Kaïs Saïed ressuscite le projet utopique de mer intérieure

Face aux problèmes croissants de pénurie d’eau, le président tunisien ressort des cartons un vieux projet de canal acheminant de l’eau de mer du golfe de Gabès jusqu’au sud-ouest du pays. Une douce utopie…

Une usine de la Compagnie des phosphates de Gafsa (CPG), près de Mdhilla, dans le sud-ouest tunisien. © FETHI BELAID / AFP

Publié le 20 avril 2023 Lecture : 5 minutes.

Le 15 avril, le président Kaïs Saïed a reçu le ministre de l’Agriculture, des Ressources hydrauliques et de la Pêche, Abdelmonem Belati. Une audience importante d’autant que deux semaines auparavant, le gouvernement avait sonné l’alarme quant à la pénurie d’eau dans la perspective d’un été particulièrement chaud et sans précipitations importantes en vue. Au cours de l’entretien, il ne sera pas question de la sensibilisation de la population au rationnement de l’eau, mais de projets hydriques pour assurer l’avenir.

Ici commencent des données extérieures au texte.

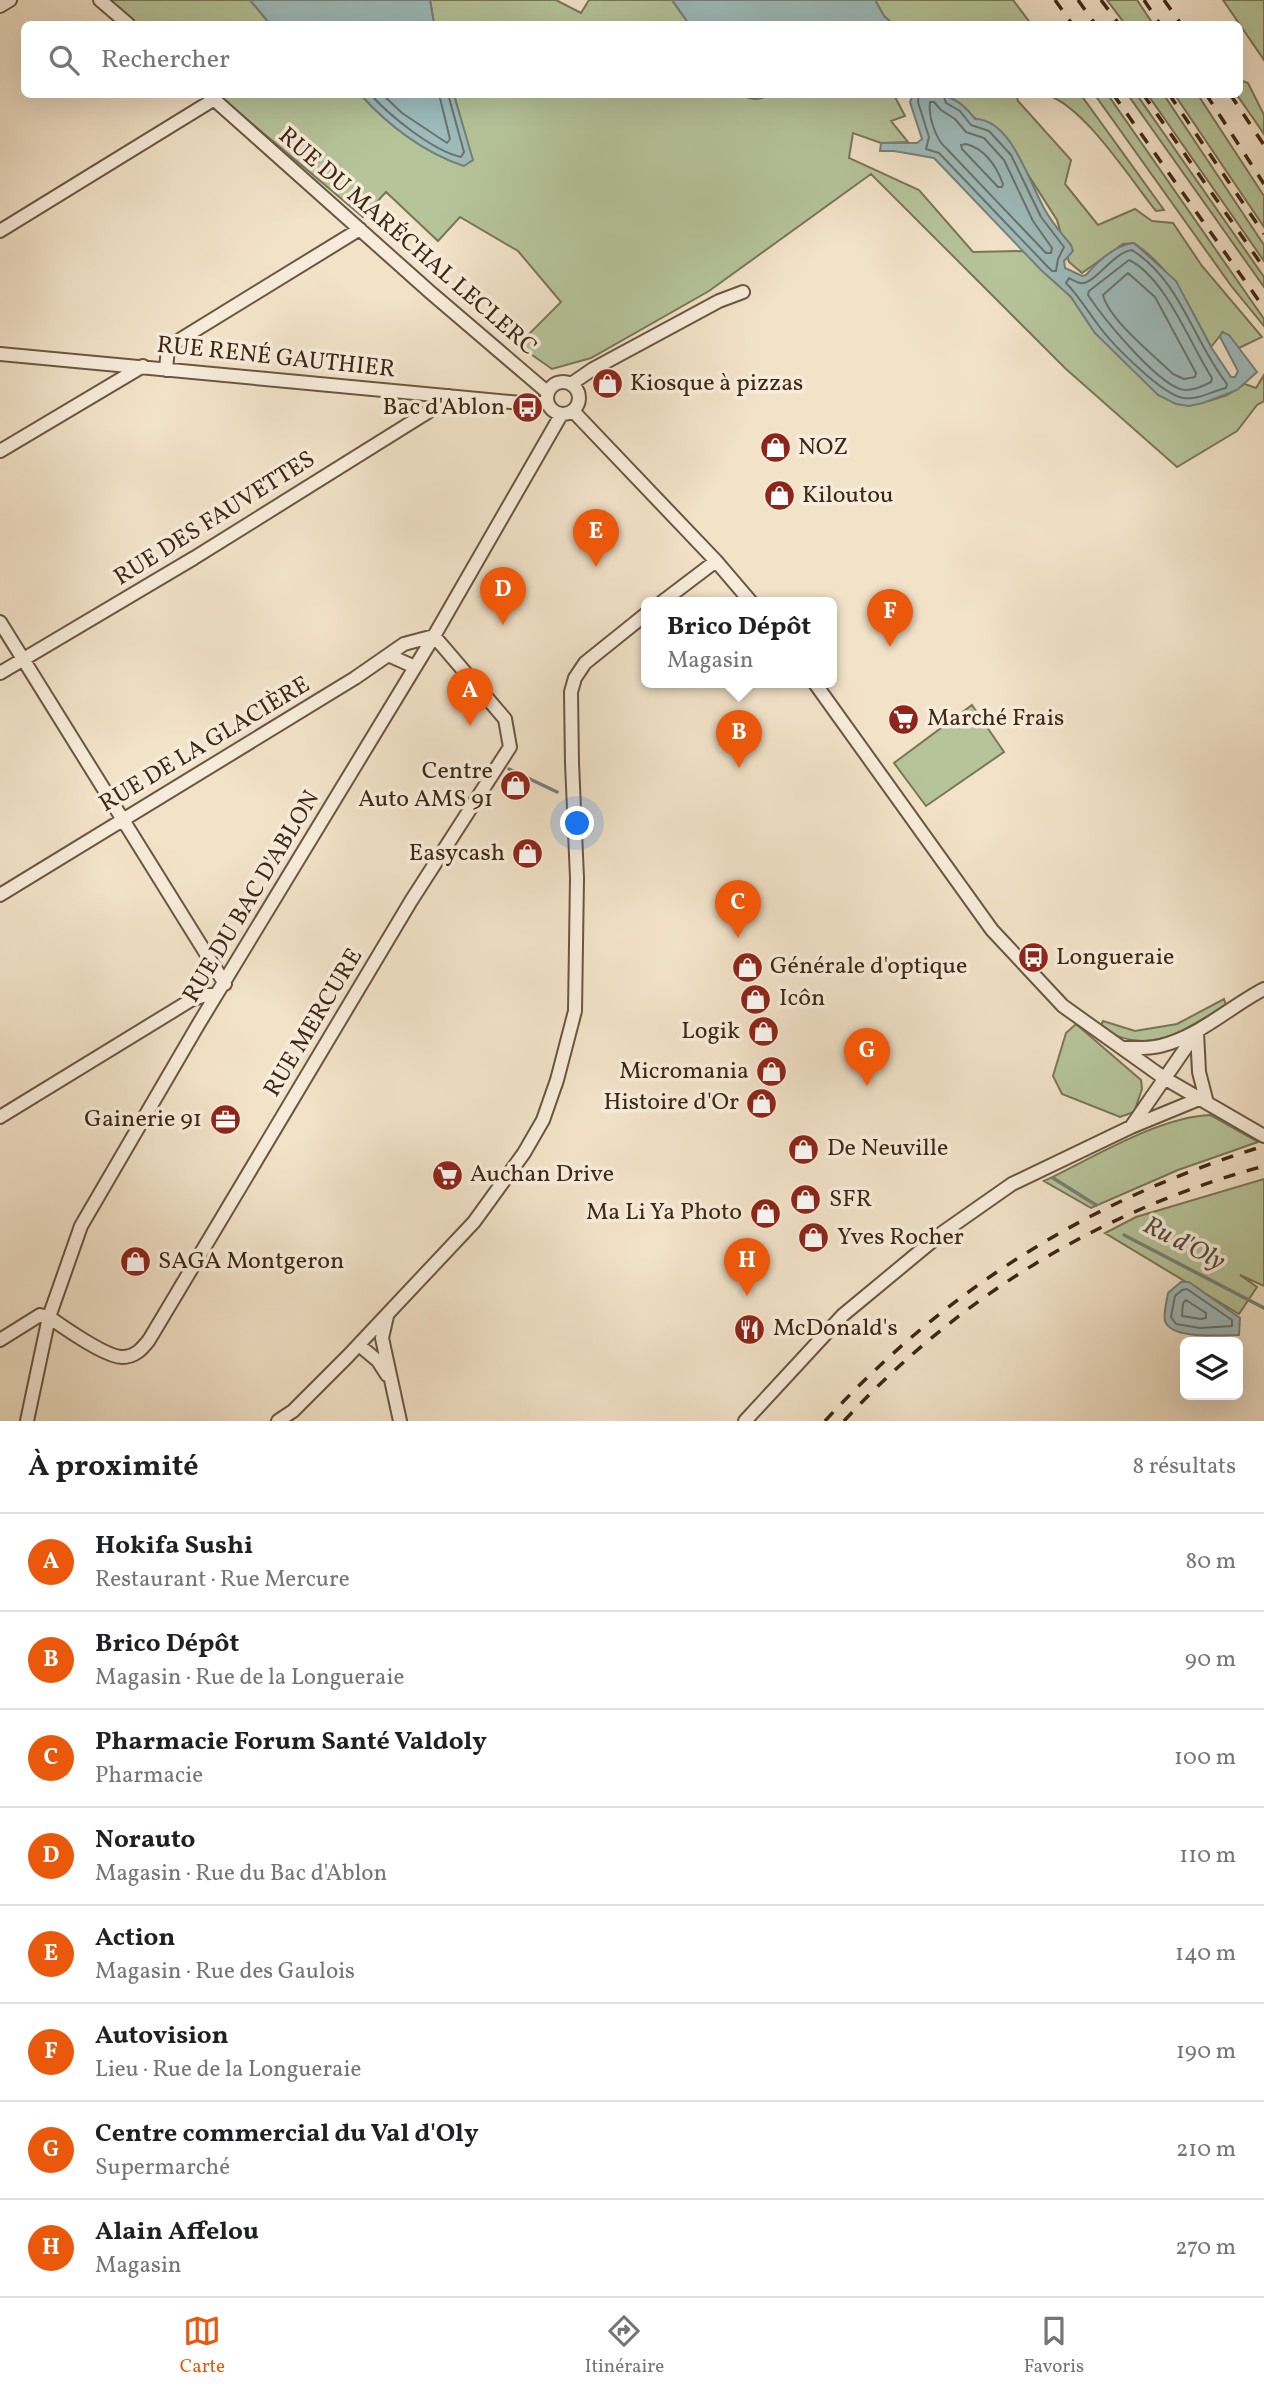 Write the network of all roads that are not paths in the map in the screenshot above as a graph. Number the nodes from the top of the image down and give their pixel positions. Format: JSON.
{"nodes":[{"id":1,"x":10,"y":0,"type":"edge"},
{"id":2,"x":100,"y":0,"type":"edge"},
{"id":3,"x":0,"y":6,"type":"edge"},
{"id":4,"x":124,"y":21,"type":"edge"},
{"id":5,"x":209,"y":98,"type":"edge"},
{"id":6,"x":212,"y":98,"type":"edge"},
{"id":7,"x":360,"y":229,"type":"junction"},
{"id":8,"x":0,"y":231,"type":"edge"},
{"id":9,"x":743,"y":292,"type":"dead end"},
{"id":10,"x":0,"y":354,"type":"edge"},
{"id":11,"x":143,"y":366,"type":"junction"},
{"id":12,"x":166,"y":370,"type":"junction"},
{"id":13,"x":571,"y":384,"type":"junction"},
{"id":14,"x":449,"y":396,"type":"junction"},
{"id":15,"x":547,"y":396,"type":"junction"},
{"id":16,"x":567,"y":413,"type":"junction"},
{"id":17,"x":0,"y":451,"type":"edge"},
{"id":18,"x":716,"y":561,"type":"junction"},
{"id":19,"x":669,"y":597,"type":"edge"},
{"id":20,"x":747,"y":597,"type":"edge"},
{"id":21,"x":641,"y":618,"type":"edge"},
{"id":22,"x":0,"y":622,"type":"edge"},
{"id":23,"x":434,"y":636,"type":"junction"},
{"id":24,"x":388,"y":655,"type":"junction"},
{"id":25,"x":23,"y":660,"type":"junction"},
{"id":26,"x":415,"y":667,"type":"junction"},
{"id":27,"x":0,"y":673,"type":"edge"},
{"id":28,"x":818,"y":688,"type":"edge"},
{"id":29,"x":122,"y":819,"type":"junction"},
{"id":30,"x":0,"y":895,"type":"edge"},
{"id":31,"x":225,"y":984,"type":"junction"},
{"id":32,"x":1264,"y":989,"type":"edge"},
{"id":33,"x":216,"y":995,"type":"junction"},
{"id":34,"x":1196,"y":1032,"type":"junction"},
{"id":35,"x":1122,"y":1048,"type":"junction"},
{"id":36,"x":1164,"y":1078,"type":"junction"},
{"id":37,"x":1203,"y":1101,"type":"junction"},
{"id":38,"x":0,"y":1118,"type":"edge"},
{"id":39,"x":1131,"y":1127,"type":"junction"},
{"id":40,"x":1264,"y":1136,"type":"edge"},
{"id":41,"x":387,"y":1316,"type":"junction"},
{"id":42,"x":50,"y":1317,"type":"junction"},
{"id":43,"x":0,"y":1340,"type":"edge"},
{"id":44,"x":359,"y":1345,"type":"junction"},
{"id":45,"x":390,"y":1379,"type":"junction"},
{"id":46,"x":27,"y":1421,"type":"edge"},
{"id":47,"x":278,"y":1421,"type":"edge"},
{"id":48,"x":400,"y":1421,"type":"edge"},
{"id":49,"x":745,"y":1421,"type":"edge"}],
"edges":[{"from":1,"to":3,"type":"street"},
{"from":2,"to":4,"type":"street"},
{"from":5,"to":8,"type":"street"},
{"from":6,"to":7,"type":"street","name":"RUE DU MARÉCHAL LECLERC"},
{"from":7,"to":12,"type":"street"},
{"from":7,"to":15,"type":"street","name":"RUE DU MARÉCHAL LECLERC"},
{"from":9,"to":13,"type":"street"},
{"from":10,"to":11,"type":"street","name":"RUE RENÉ GAUTHIER"},
{"from":11,"to":12,"type":"street","name":"RUE RENÉ GAUTHIER"},
{"from":11,"to":17,"type":"street"},
{"from":12,"to":14,"type":"street","name":"RUE RENÉ GAUTHIER"},
{"from":13,"to":15,"type":"street"},
{"from":13,"to":16,"type":"street"},
{"from":14,"to":15,"type":"street","name":"RUE RENÉ GAUTHIER"},
{"from":14,"to":25,"type":"street","name":"RUE DES FAUVETTES"},
{"from":15,"to":16,"type":"street"},
{"from":16,"to":18,"type":"street"},
{"from":16,"to":23,"type":"street","name":"RUE DU BAC D'ABLON"},
{"from":18,"to":19,"type":"street"},
{"from":18,"to":20,"type":"street"},
{"from":21,"to":41,"type":"street"},
{"from":22,"to":25,"type":"street"},
{"from":23,"to":24,"type":"street","name":"RUE DE LA GLACIÈRE"},
{"from":23,"to":26,"type":"street","name":"RUE DU BAC D'ABLON"},
{"from":23,"to":42,"type":"street","name":"RUE MERCURE"},
{"from":24,"to":26,"type":"street"},
{"from":24,"to":29,"type":"street","name":"RUE DE LA GLACIÈRE"},
{"from":25,"to":27,"type":"street","name":"RUE DES FAUVETTES"},
{"from":25,"to":29,"type":"street"},
{"from":26,"to":31,"type":"street","name":"RUE DU BAC D'ABLON"},
{"from":28,"to":35,"type":"street"},
{"from":29,"to":30,"type":"street","name":"RUE DE LA GLACIÈRE"},
{"from":29,"to":31,"type":"street"},
{"from":31,"to":33,"type":"street","name":"RUE DU BAC D'ABLON"},
{"from":32,"to":34,"type":"street"},
{"from":33,"to":38,"type":"street"},
{"from":33,"to":42,"type":"street","name":"RUE DU BAC D'ABLON"},
{"from":34,"to":35,"type":"street"},
{"from":34,"to":36,"type":"street"},
{"from":34,"to":37,"type":"street"},
{"from":35,"to":36,"type":"street"},
{"from":36,"to":37,"type":"street"},
{"from":36,"to":39,"type":"street"},
{"from":37,"to":39,"type":"street"},
{"from":37,"to":40,"type":"street"},
{"from":39,"to":49,"type":"street"},
{"from":41,"to":44,"type":"street"},
{"from":41,"to":45,"type":"street"},
{"from":42,"to":43,"type":"street"},
{"from":42,"to":46,"type":"street","name":"RUE DU BAC D'ABLON"},
{"from":44,"to":45,"type":"street"},
{"from":44,"to":47,"type":"street"},
{"from":45,"to":48,"type":"street"}]}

Le président Saïed suggère d’acheminer, au moyen de canalisations, l’eau de mer depuis le golfe de Gabès (Sud-Est) jusqu’à Gafsa (Sud-Ouest) pour effectuer le lavage du phosphate dans cette région minière et la rediriger ensuite, à travers tout un réseau, vers les zones arides ou, plus largement, toutes celles qui manquent d’eau. L’intention, louable, est de nature à provoquer l’adhésion et l’enthousiasme de la population du Sud. Le choix de l’interlocuteur aussi. Le général Abdelmonem Belati, de par son parcours dans l’armée, est à même d’évaluer et de conduire de grands projets.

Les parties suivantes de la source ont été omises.